Section 4.2 Voting-Proxies. Subject to the provisions of the Trust Instrument, Unitholders entitled to vote may vote either in person or by proxy, provided that either (i) an instrument authorizing such proxy to act is executed by the Unitholder in writing and dated not more than eleven months before the meeting, unless the instrument specifically provides for a longer period or (ii) an electronic, telephonic, computerized or other alternative to execution of a written instrument authorizing the proxy to act, which authorization is received not more than eleven months before the meeting. Proxies shall be delivered to the Secretary of the Trust or other person responsible for recording the proceedings before being voted. A proxy with respect to Units held in the name of two or more persons shall be valid if executed by one of them unless at or prior to exercise of such proxy the Trust receives a specific written notice to the contrary from any one of them. If any Unitholder is a minor or a person of unsound mind, and subject to guardianship or to the legal control of another person as regards the control or management of such Unitholder’s units, such Unitholder’s units may be voted by such guardian or such other person appointed or having control, and such vote may be given in person or by proxy. Unless otherwise specifically limited by their terms, proxies shall entitle the holder thereof to vote at any adjournment of a meeting. A proxy purporting to be exercised by or on behalf of a Unitholder shall be deemed valid unless challenged at or prior to its exercise and the burden of proving invalidity shall rest on the challenger. At all meetings of the Unitholders, unless the voting is conducted by inspectors, all questions relating to the qualifications of voters, the validity of proxies, and the acceptance or rejection of votes shall be decided by the Chairman of the meeting. Except as otherwise provided herein or in the Trust Instrument, all matters relating to the giving, voting or validity of proxies shall be governed by the General Corporation Law of the State of Delaware relating to proxies, and judicial interpretations thereunder, as if the Trust were a Delaware corporation and the Unitholders were shareholders of a Delaware corporation.
Section 4.3 Broker Non-Votes. At any meeting of Unitholders, the Trust will consider broker non-votes as present for purposes of determining whether a quorum is present at the meeting. Xxxxxx non-votes will not count as votes cast.

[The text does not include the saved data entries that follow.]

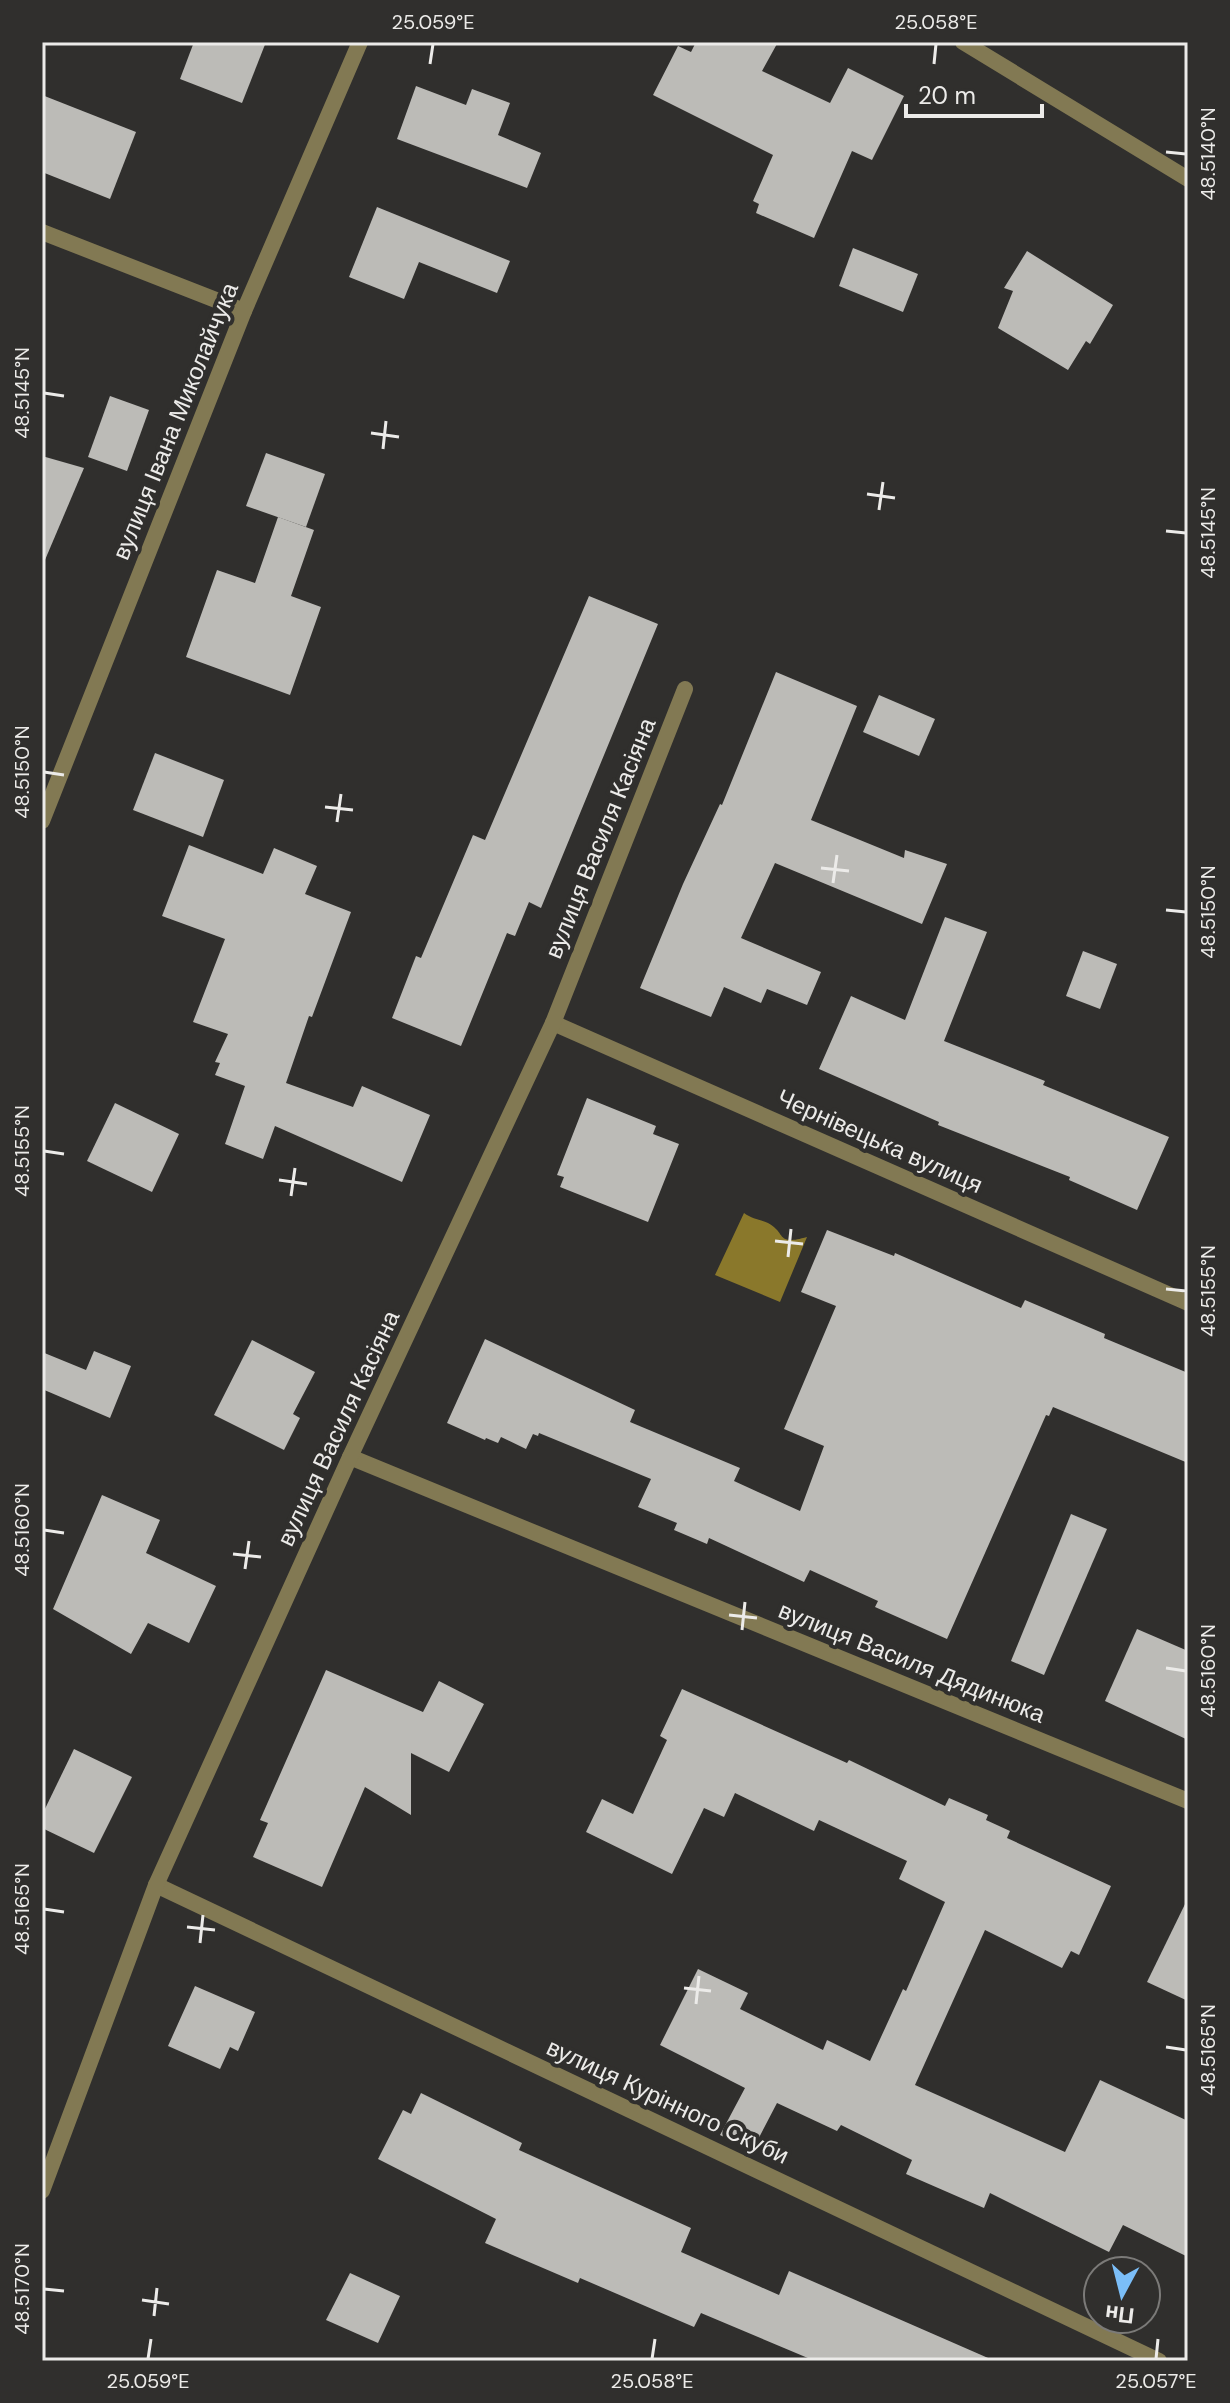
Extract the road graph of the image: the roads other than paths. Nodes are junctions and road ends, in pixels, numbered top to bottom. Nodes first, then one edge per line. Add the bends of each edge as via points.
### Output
1 (360, 42) edge
2 (963, 42) edge
3 (1188, 179) edge
4 (42, 232) edge
5 (244, 311) junction
6 (685, 689) dead end
7 (42, 821) edge
8 (553, 1023) junction
9 (1188, 1303) edge
10 (350, 1457) junction
11 (1188, 1801) edge
12 (156, 1885) junction
13 (42, 2191) edge
14 (1159, 2361) edge

1 - 5 street, вулиця Івана Миколайчука
2 - 3 street
4 - 5 street
5 - 7 street, вулиця Івана Миколайчука
6 - 8 street, вулиця Василя Касіяна
8 - 9 street, Чернівецька вулиця
8 - 10 street, вулиця Василя Касіяна
10 - 11 street, вулиця Василя Дядинюка
10 - 12 street, вулиця Василя Касіяна
12 - 13 street, вулиця Василя Касіяна
12 - 14 street, вулиця Курінного Скуби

Section 4.4 Place of Meeting. All meetings of the Unitholders shall be held at such places as the Trustees may designate. In the absence of any such designation, Unitholders’ meetings shall be held at the principal office of the Trust at the time of such meetings. Notwithstanding the foregoing, if either the President or Secretary of the Trust, or in the absence or unavailability of the President and the Secretary, any officer of the Trust, determines that the date, time or place designated for a meeting or adjourned meeting of Unitholders is not reasonably practicable or available as a result of (a) fire, flood, elements of nature, or other acts of god, (b) acts of terrorism, (c) outbreak or escalation of hostilities, war, riots or civil disorders or (d) other similar events, such officer may, without further notice to Unitholders, designate such other date, time or place for such meeting or adjourned meeting as such officer shall, in his or her sole discretion, determine.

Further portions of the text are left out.